Ayah, maaf. Kali ini Ira nggak akan lagi nurutin perintah Ayah buat ngejauhin Kak Mike. Ira nggak bisa. Ira nggak sanggup.
Kurasakan sesuatu menekan puncak kepalaku. "I love you more than anything."
Aku tersenyum mendengarnya. Love you too, Kak.
Cukup lama aku dan Kak Mike berpelukan, menyalurkan kerinduan kami yang teramat dalam. Ketika dirasa cukup bagiku untuk menunjukkan perasaanku padanya, aku berusaha menarik diri ke belakang. Menyadari gerakanku, kungkungan lengan kekar Kak Mike menguat, membuatku kesulitan mengurai pelukan.

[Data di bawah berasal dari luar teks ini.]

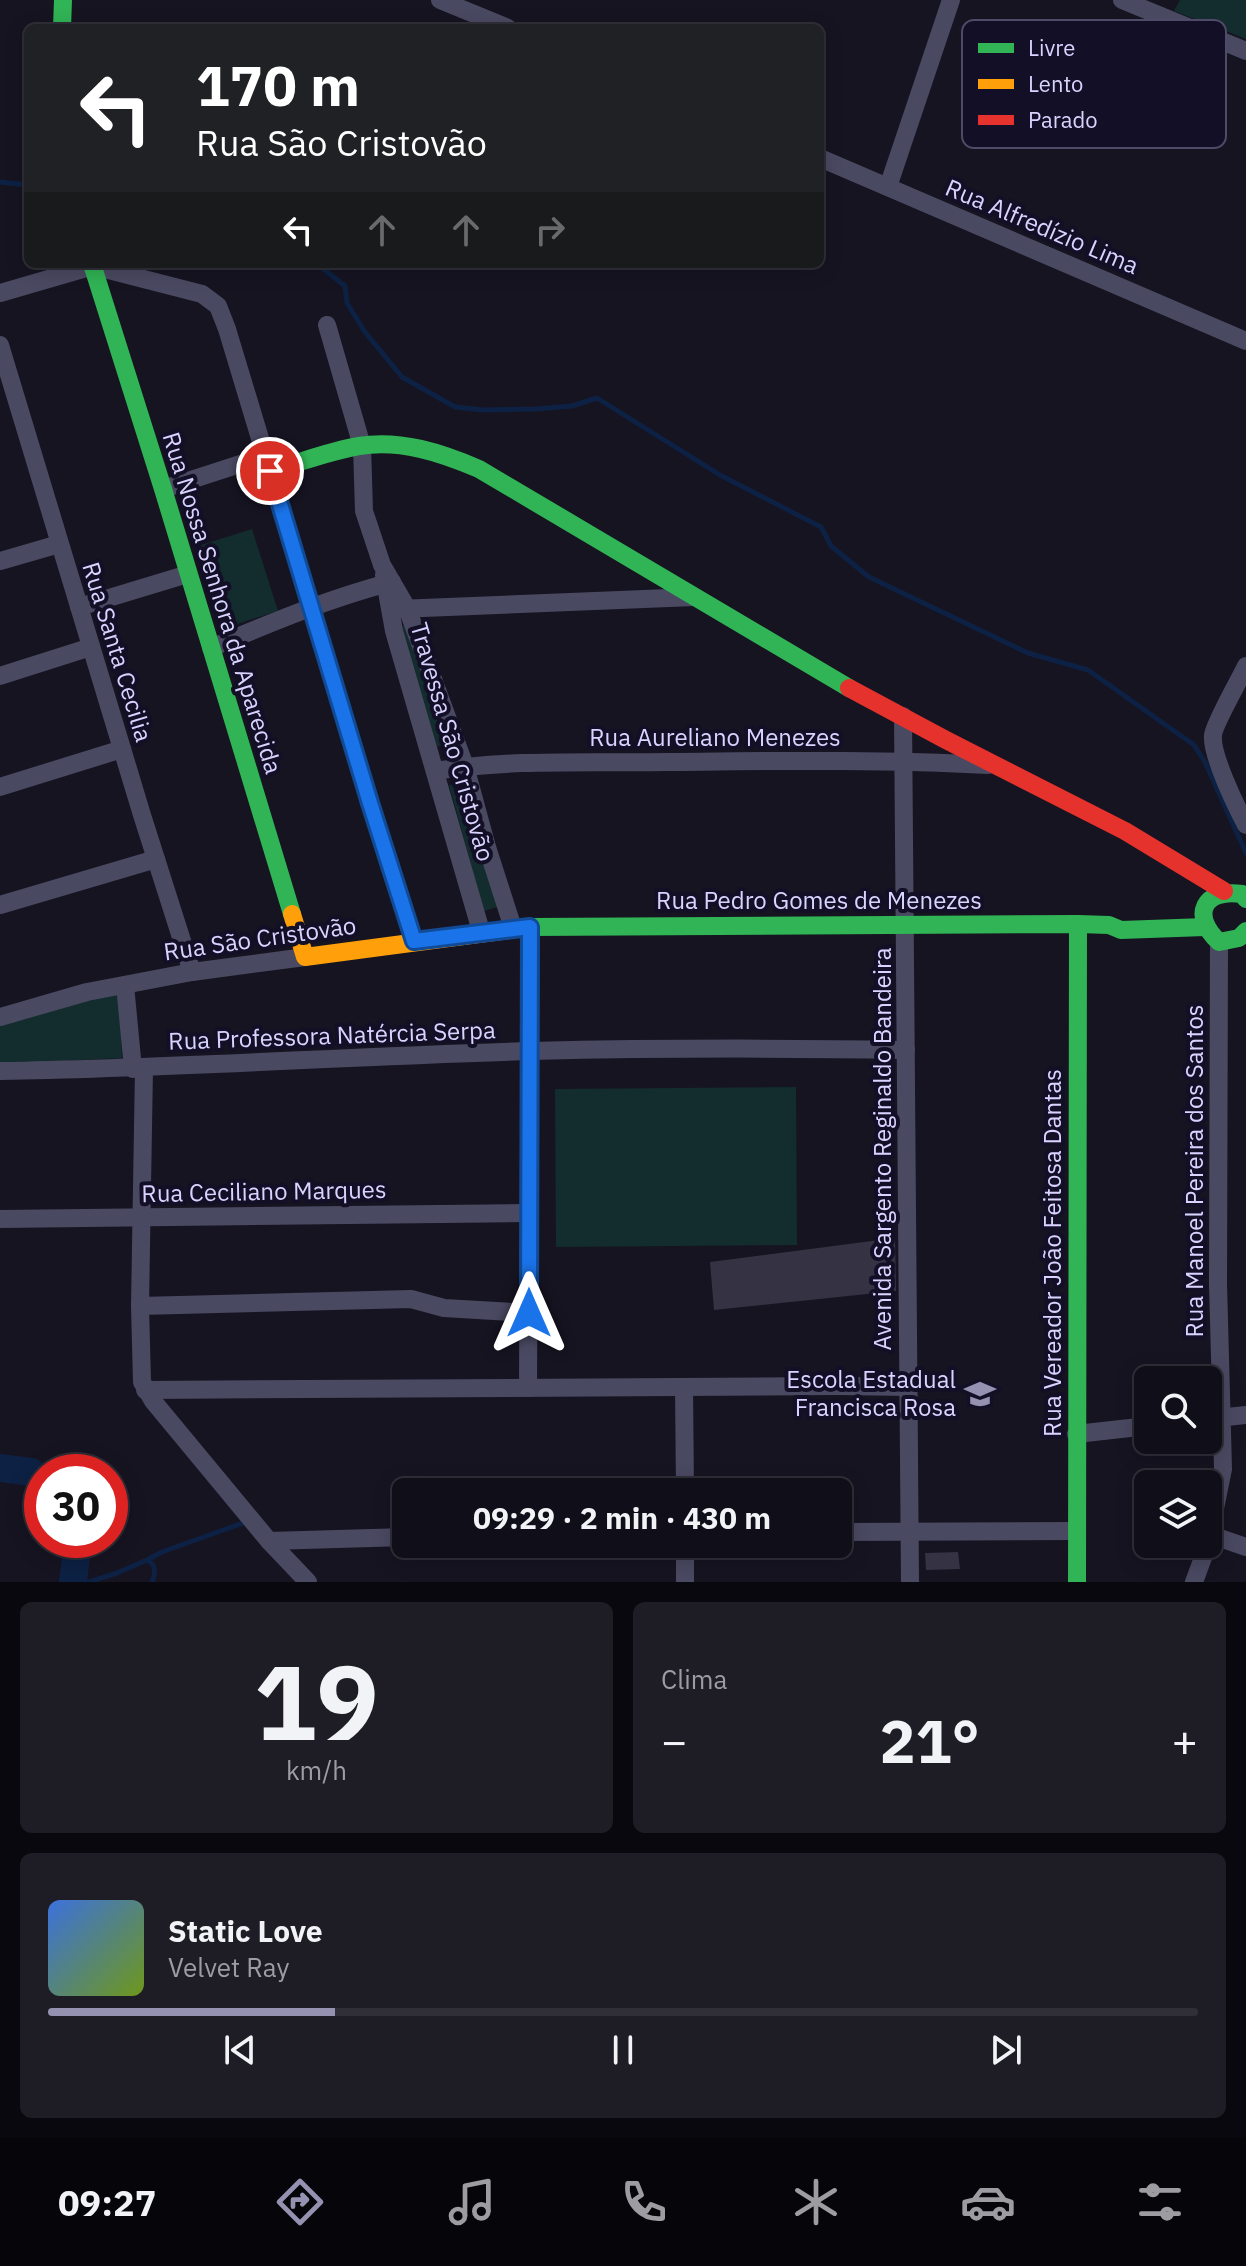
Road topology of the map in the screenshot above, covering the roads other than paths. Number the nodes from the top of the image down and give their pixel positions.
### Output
1 (63, 0) edge
2 (440, 0) edge
3 (951, 0) edge
4 (1122, 0) edge
5 (1171, 20) edge
6 (62, 24) edge
7 (498, 24) edge
8 (1226, 43) edge
9 (1246, 51) edge
10 (824, 160) edge
11 (888, 187) junction
12 (83, 268) edge
13 (94, 268) edge
14 (104, 268) edge
15 (0, 293) edge
16 (327, 325) dead end
17 (1246, 341) edge
18 (0, 345) edge
19 (362, 446) junction
20 (268, 464) junction
21 (163, 489) junction
22 (59, 544) junction
23 (0, 561) edge
24 (188, 574) junction
25 (387, 576) junction
26 (694, 597) junction
27 (79, 607) junction
28 (312, 607) junction
29 (398, 609) junction
30 (91, 647) junction
31 (211, 648) junction
32 (1246, 666) edge
33 (0, 676) edge
34 (903, 716) junction
35 (122, 749) junction
36 (905, 760) junction
37 (996, 765) junction
38 (465, 766) junction
39 (435, 771) junction
40 (0, 787) edge
41 (1246, 825) edge
42 (156, 859) junction
43 (1239, 893) edge
44 (0, 905) edge
45 (1204, 921) junction
46 (1078, 924) junction
47 (906, 925) junction
48 (522, 927) junction
49 (481, 931) junction
50 (1246, 931) edge
51 (414, 941) junction
52 (1219, 942) junction
53 (305, 957) junction
54 (192, 972) junction
55 (125, 985) junction
56 (0, 1017) edge
57 (906, 1050) junction
58 (531, 1051) junction
59 (139, 1068) junction
60 (0, 1071) edge
61 (529, 1213) junction
62 (141, 1217) junction
63 (0, 1219) edge
64 (140, 1306) junction
65 (529, 1313) junction
66 (1216, 1366) edge
67 (684, 1387) junction
68 (909, 1387) junction
69 (528, 1388) junction
70 (145, 1390) junction
71 (1246, 1415) edge
72 (1222, 1417) edge
73 (1134, 1428) edge
74 (1076, 1434) junction
75 (1221, 1454) edge
76 (1222, 1474) edge
77 (685, 1478) edge
78 (909, 1531) junction
79 (1077, 1531) junction
80 (852, 1532) edge
81 (392, 1537) edge
82 (269, 1541) junction
83 (1222, 1543) edge
84 (1246, 1547) edge
85 (685, 1558) edge
86 (1203, 1558) edge
87 (308, 1582) edge
88 (685, 1582) edge
89 (910, 1582) edge
90 (1077, 1582) edge
91 (1194, 1582) edge

1 - 6 street
2 - 7 street
3 - 11 street
4 - 5 street
8 - 9 street
10 - 11 street, Rua Alfredízio Lima
11 - 17 street, Rua Alfredízio Lima
12 - 15 street
13 - 21 street, Rua Nossa Senhora da Aparecida
14 - 20 street
16 - 19 street, Travessa São Cristovão
18 - 22 street, Rua Santa Cecilia
19 - 20 street
19 - 25 street, Travessa São Cristovão
19 - 26 street
20 - 21 street
20 - 28 street
21 - 24 street, Rua Nossa Senhora da Aparecida
22 - 23 street
22 - 27 street, Rua Santa Cecilia
24 - 27 street
24 - 31 street, Rua Nossa Senhora da Aparecida
25 - 28 street
25 - 29 street, Travessa São Cristovão
26 - 29 street
26 - 34 street
27 - 30 street, Rua Santa Cecilia
28 - 31 street
28 - 51 street
29 - 38 street
29 - 39 street, Travessa São Cristovão
30 - 33 street
30 - 35 street, Rua Santa Cecilia
31 - 53 street, Rua Nossa Senhora da Aparecida
32 - 41 street
34 - 36 street, Avenida Sargento Reginaldo Bandeira
34 - 37 street
35 - 40 street
35 - 42 street, Rua Santa Cecilia
36 - 37 street, Rua Aureliano Menezes
36 - 38 street, Rua Aureliano Menezes
36 - 47 street, Avenida Sargento Reginaldo Bandeira
37 - 43 street
38 - 39 street, Rua Aureliano Menezes
38 - 48 street
39 - 49 street, Travessa São Cristovão
42 - 44 street
42 - 54 street, Rua Santa Cecilia
43 - 45 street
45 - 46 street, Rua Pedro Gomes de Menezes
45 - 52 street
46 - 47 street, Rua Pedro Gomes de Menezes
46 - 74 street, Rua Vereador João Feitosa Dantas
47 - 48 street, Rua Pedro Gomes de Menezes
47 - 57 street, Avenida Sargento Reginaldo Bandeira
48 - 49 street, Rua São Cristovão
48 - 58 street
49 - 51 street, Rua São Cristovão
50 - 52 street
51 - 53 street, Rua São Cristovão
52 - 66 street, Rua Manoel Pereira dos Santos
53 - 54 street, Rua São Cristovão
54 - 55 street, Rua São Cristovão
55 - 56 street, Rua São Cristovão
55 - 59 street
57 - 58 street, Rua Professora Natércia Serpa
57 - 68 street, Avenida Sargento Reginaldo Bandeira
58 - 59 street, Rua Professora Natércia Serpa
58 - 61 street
59 - 60 street, Rua Professora Natércia Serpa
59 - 62 street
61 - 62 street, Rua Ceciliano Marques
61 - 65 street
62 - 63 street, Rua Ceciliano Marques
62 - 64 street
64 - 65 street
64 - 70 street
65 - 69 street
67 - 68 street
67 - 69 street
67 - 77 street
68 - 78 street, Avenida Sargento Reginaldo Bandeira
69 - 70 street
70 - 82 street
71 - 72 street
73 - 74 street
74 - 79 street, Rua Vereador João Feitosa Dantas
75 - 76 street, Rua Manoel Pereira dos Santos
78 - 79 street
78 - 80 street
78 - 89 street, Avenida Sargento Reginaldo Bandeira
79 - 90 street, Rua Vereador João Feitosa Dantas
81 - 82 street
82 - 87 street
83 - 84 street
85 - 88 street
86 - 91 street, Rua Manoel Pereira dos Santos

"Please, stay still.... Just for now."
Tercenung mendengar suara lirih Kak Mike, aku pun berhenti bergerak dan membiarkannya mendekapku. Aku tak mau membohongi diriku sendiri bahwa aku menyukai aroma tubuhnya yang merasuk ke indera penciuman. Aroma ini sangat menenangkan dan membuatku nyaman. Dengan kepala masih bersandar di dada Kak Mike, aku menengok ke samping dan memandang langit malam yang bertabur bintang. Hening, tak ada kata yang terucap dari bibir kami. Tapi satu hal yang pasti, perasaan kami saat ini saling tertaut.
Dua puluh menit berlalu, aku dan Kak Mike masih setia dengan posisi kami. Lalu tanpa aba-aba, aku mendengar lelaki itu melontarkan dua kata yang membuatku terhisap ke dalam ketercengangan hebat.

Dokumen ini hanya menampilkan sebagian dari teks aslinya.